The whole listing, pictures aside, should be reproduced exactly.

══ Data for this task

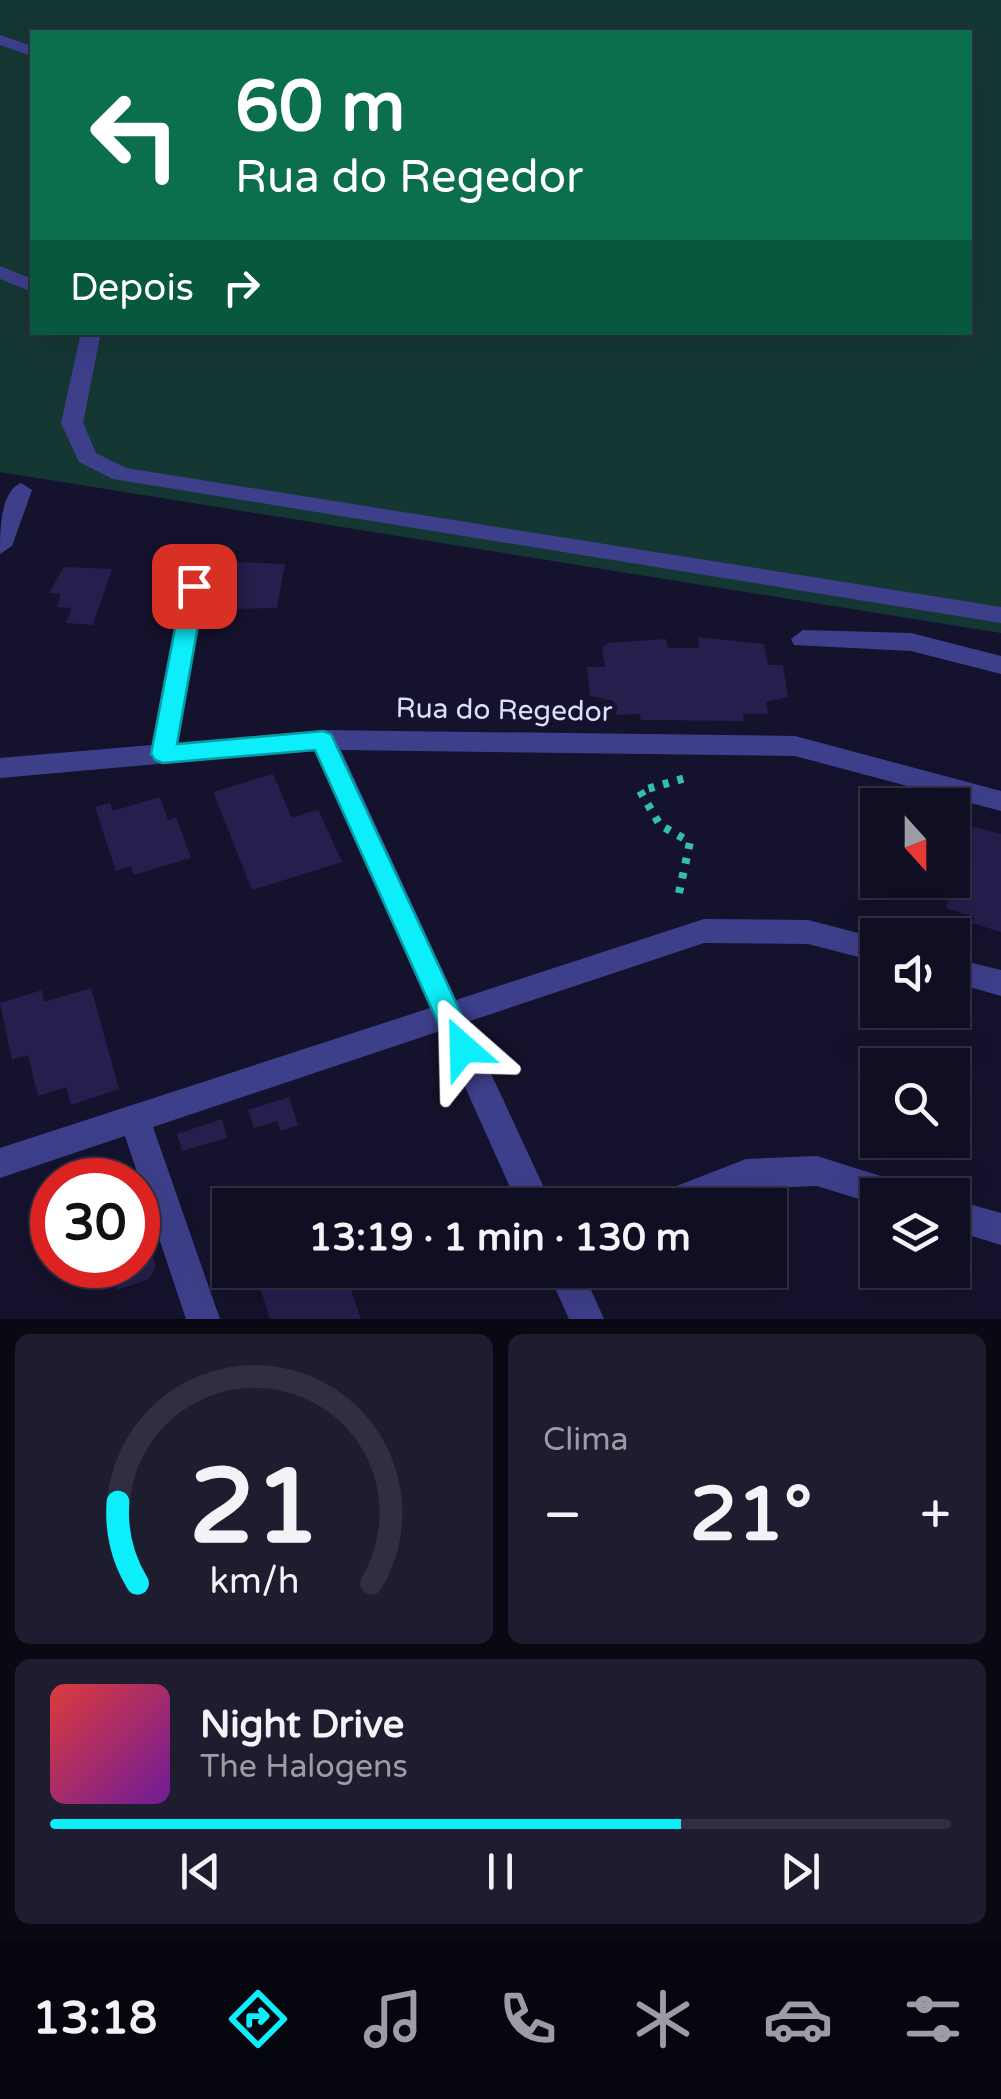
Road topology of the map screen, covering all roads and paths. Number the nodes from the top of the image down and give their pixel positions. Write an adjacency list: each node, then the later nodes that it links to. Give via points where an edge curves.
1 (0, 40): 2 (street)
2 (30, 50)
3 (0, 272): 4 (street)
4 (30, 285)
5 (90, 335): 9 (street, via 72,423 86,457 121,474)
6 (21, 490): 7 (street)
7 (0, 546)
8 (194, 586): 14 (street)
9 (1001, 615)
10 (802, 639): 11 (street, via 912,642)
11 (1001, 665)
12 (323, 740): 13 (street, Rua do Regedor); 14 (street, Rua do Regedor); 21 (street)
13 (733, 745): 16 (street, Rua do Regedor, via 795,746); 17 (path, via 710,771 640,791 660,826 690,842)
14 (163, 754): 15 (street, Rua do Regedor)
15 (0, 768)
16 (1001, 801)
17 (679, 893)
18 (860, 945): 21 (street, via 808,932 704,931)
19 (970, 975): 20 (street)
20 (1001, 983)
21 (449, 1016): 22 (street); 25 (street)
22 (135, 1120): 23 (street); 30 (street)
23 (0, 1163)
24 (860, 1184): 26 (street, via 817,1170 746,1174)
25 (527, 1188)
26 (711, 1188)
27 (970, 1220): 28 (street)
28 (1001, 1229)
29 (572, 1288): 31 (street)
30 (203, 1319)
31 (587, 1319)

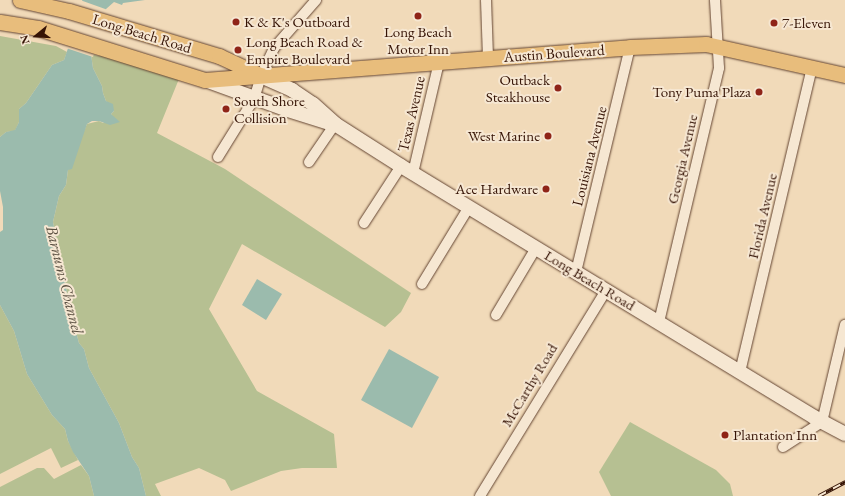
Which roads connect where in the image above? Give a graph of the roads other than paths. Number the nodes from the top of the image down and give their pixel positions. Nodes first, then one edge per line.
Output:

════

▶ _Output of the task_:
Road topology of the map screen, covering all roads and paths. Number the nodes from the top of the image down and give their pixel positions. Write an adjacency list: each node, then the later nodes that it links to. Give via points where an edge curves.
1 (0, 40): 2 (street)
2 (30, 50)
3 (0, 272): 4 (street)
4 (30, 285)
5 (90, 335): 9 (street, via 72,423 86,457 121,474)
6 (21, 490): 7 (street)
7 (0, 546)
8 (194, 586): 14 (street)
9 (1001, 615)
10 (802, 639): 11 (street, via 912,642)
11 (1001, 665)
12 (323, 740): 13 (street, Rua do Regedor); 14 (street, Rua do Regedor); 21 (street)
13 (733, 745): 16 (street, Rua do Regedor, via 795,746); 17 (path, via 710,771 640,791 660,826 690,842)
14 (163, 754): 15 (street, Rua do Regedor)
15 (0, 768)
16 (1001, 801)
17 (679, 893)
18 (860, 945): 21 (street, via 808,932 704,931)
19 (970, 975): 20 (street)
20 (1001, 983)
21 (449, 1016): 22 (street); 25 (street)
22 (135, 1120): 23 (street); 30 (street)
23 (0, 1163)
24 (860, 1184): 26 (street, via 817,1170 746,1174)
25 (527, 1188)
26 (711, 1188)
27 (970, 1220): 28 (street)
28 (1001, 1229)
29 (572, 1288): 31 (street)
30 (203, 1319)
31 (587, 1319)

Which roads connect where in the image above? Give a graph of the roads other than paths. Number the nodes from the top of the image down and give their pixel positions. Nodes first, then one edge per line.
Output:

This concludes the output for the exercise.